WHAT THE EXERCISE ASKS: Write each line again exactly as it is, from the opening line of the records below through the one containing "Build a routing", and add nothing.

RECORDED INFORMATION:
=== Section Start ===
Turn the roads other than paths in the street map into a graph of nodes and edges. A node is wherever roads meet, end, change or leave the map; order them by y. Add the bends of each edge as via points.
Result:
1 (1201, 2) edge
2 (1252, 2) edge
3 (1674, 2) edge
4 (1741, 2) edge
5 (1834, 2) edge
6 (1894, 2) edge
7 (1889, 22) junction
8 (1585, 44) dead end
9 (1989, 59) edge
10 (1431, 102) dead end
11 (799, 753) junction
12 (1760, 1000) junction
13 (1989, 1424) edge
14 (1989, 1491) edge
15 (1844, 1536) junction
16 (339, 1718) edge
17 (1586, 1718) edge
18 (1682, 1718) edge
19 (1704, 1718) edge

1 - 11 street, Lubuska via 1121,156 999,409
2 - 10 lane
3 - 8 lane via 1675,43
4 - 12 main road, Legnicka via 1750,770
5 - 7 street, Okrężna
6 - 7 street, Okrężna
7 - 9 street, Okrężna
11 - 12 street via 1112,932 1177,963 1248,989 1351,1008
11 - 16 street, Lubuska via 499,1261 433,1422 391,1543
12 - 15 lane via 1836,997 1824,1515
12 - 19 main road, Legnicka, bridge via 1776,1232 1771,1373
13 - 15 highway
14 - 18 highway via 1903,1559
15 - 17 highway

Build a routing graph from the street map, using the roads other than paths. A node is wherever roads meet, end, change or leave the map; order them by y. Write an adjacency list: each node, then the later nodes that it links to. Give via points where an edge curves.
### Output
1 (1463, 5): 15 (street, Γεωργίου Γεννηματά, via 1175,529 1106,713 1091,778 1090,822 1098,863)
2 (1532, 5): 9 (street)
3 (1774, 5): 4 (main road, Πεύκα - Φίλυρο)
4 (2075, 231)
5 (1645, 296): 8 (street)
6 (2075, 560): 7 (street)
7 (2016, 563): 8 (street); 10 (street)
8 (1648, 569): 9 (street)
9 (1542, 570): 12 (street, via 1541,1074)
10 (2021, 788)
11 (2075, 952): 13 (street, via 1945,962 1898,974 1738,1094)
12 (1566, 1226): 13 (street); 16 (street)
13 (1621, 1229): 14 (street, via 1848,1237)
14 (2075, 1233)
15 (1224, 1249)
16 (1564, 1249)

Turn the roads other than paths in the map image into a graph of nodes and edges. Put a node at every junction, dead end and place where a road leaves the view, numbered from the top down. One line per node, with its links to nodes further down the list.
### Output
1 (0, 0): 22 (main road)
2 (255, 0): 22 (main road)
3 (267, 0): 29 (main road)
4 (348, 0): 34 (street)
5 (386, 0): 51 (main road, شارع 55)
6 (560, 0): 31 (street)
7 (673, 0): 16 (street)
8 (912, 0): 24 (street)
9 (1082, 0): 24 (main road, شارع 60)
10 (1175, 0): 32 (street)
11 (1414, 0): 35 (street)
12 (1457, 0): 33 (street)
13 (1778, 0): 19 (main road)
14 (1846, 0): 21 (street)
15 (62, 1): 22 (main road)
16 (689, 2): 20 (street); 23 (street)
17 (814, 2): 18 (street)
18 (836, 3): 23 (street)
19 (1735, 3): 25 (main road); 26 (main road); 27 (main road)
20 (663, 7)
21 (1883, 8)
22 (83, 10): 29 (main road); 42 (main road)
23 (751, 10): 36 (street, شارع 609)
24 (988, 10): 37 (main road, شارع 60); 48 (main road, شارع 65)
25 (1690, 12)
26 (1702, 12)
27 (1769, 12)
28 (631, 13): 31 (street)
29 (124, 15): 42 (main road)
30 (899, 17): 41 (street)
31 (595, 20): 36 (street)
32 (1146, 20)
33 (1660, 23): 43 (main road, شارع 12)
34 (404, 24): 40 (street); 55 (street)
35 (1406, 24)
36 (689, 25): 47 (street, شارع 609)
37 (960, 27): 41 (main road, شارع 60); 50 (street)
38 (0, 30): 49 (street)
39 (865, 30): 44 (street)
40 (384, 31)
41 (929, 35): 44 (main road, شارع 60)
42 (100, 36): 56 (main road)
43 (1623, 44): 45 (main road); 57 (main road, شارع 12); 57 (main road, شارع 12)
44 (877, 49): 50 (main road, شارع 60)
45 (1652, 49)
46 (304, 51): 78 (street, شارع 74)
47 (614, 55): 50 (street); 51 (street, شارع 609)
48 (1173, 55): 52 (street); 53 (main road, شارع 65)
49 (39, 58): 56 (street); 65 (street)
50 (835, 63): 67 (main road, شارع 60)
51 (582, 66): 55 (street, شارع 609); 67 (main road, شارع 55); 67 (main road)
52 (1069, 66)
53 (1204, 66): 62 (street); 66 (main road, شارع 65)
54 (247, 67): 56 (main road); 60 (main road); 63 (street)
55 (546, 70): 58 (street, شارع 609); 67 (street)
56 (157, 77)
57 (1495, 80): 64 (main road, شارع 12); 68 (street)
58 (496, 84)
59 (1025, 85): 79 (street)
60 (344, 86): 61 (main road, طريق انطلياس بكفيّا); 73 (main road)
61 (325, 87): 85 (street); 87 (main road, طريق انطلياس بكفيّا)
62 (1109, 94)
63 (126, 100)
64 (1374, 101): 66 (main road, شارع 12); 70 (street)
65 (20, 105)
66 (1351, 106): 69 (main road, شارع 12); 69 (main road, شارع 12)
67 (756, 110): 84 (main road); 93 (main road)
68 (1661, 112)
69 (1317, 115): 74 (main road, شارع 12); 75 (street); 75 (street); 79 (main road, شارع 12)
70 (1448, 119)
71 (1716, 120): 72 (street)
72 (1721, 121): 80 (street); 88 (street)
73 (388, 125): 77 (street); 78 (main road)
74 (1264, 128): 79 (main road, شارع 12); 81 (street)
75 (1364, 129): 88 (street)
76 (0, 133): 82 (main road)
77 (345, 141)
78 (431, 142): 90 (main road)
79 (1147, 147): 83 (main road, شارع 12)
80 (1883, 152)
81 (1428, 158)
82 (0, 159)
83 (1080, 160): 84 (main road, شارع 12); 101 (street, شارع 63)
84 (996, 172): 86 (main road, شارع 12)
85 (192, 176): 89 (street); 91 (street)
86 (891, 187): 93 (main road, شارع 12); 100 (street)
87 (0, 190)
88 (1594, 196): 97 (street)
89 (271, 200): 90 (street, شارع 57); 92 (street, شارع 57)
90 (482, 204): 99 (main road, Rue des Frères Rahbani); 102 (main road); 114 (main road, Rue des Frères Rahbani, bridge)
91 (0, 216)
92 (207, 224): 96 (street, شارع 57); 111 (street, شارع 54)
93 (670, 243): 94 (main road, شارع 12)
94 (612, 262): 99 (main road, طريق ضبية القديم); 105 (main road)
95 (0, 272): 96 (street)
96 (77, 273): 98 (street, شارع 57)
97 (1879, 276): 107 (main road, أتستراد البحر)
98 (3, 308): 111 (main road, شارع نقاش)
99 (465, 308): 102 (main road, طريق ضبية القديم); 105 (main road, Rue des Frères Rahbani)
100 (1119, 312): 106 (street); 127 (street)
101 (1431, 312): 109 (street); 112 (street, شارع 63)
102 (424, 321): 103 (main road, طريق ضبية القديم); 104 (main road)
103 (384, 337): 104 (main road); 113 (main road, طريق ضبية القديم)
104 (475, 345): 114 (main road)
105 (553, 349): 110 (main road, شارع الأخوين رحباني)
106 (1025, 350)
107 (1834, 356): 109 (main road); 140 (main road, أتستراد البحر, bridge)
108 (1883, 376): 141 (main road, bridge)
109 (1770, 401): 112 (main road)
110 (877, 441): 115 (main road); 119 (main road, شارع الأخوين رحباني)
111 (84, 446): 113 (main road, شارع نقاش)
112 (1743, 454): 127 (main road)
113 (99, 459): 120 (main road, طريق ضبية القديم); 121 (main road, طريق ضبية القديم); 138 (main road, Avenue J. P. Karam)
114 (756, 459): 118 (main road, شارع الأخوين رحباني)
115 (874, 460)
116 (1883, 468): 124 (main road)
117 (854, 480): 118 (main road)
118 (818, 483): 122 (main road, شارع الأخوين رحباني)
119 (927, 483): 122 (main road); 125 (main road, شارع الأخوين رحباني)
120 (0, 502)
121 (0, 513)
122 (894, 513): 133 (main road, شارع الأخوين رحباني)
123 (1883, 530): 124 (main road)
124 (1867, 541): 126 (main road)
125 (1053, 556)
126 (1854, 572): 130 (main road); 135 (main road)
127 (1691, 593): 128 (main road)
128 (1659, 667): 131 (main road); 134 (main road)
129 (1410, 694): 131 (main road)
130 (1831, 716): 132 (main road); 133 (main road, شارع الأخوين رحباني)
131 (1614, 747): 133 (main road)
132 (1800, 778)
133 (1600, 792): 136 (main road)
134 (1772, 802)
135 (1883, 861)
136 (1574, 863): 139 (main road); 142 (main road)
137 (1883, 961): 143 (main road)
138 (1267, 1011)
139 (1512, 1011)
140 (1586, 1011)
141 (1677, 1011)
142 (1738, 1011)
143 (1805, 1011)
=== Section End ===
SOLUTION BELOW:
Turn the roads other than paths in the street map into a graph of nodes and edges. A node is wherever roads meet, end, change or leave the map; order them by y. Add the bends of each edge as via points.
Result:
1 (1201, 2) edge
2 (1252, 2) edge
3 (1674, 2) edge
4 (1741, 2) edge
5 (1834, 2) edge
6 (1894, 2) edge
7 (1889, 22) junction
8 (1585, 44) dead end
9 (1989, 59) edge
10 (1431, 102) dead end
11 (799, 753) junction
12 (1760, 1000) junction
13 (1989, 1424) edge
14 (1989, 1491) edge
15 (1844, 1536) junction
16 (339, 1718) edge
17 (1586, 1718) edge
18 (1682, 1718) edge
19 (1704, 1718) edge

1 - 11 street, Lubuska via 1121,156 999,409
2 - 10 lane
3 - 8 lane via 1675,43
4 - 12 main road, Legnicka via 1750,770
5 - 7 street, Okrężna
6 - 7 street, Okrężna
7 - 9 street, Okrężna
11 - 12 street via 1112,932 1177,963 1248,989 1351,1008
11 - 16 street, Lubuska via 499,1261 433,1422 391,1543
12 - 15 lane via 1836,997 1824,1515
12 - 19 main road, Legnicka, bridge via 1776,1232 1771,1373
13 - 15 highway
14 - 18 highway via 1903,1559
15 - 17 highway

Build a routing graph from the street map, using the roads other than paths. A node is wherever roads meet, end, change or leave the map; order them by y. Write an adjacency list: each node, then the later nodes that it links to. Give via points where an edge curves.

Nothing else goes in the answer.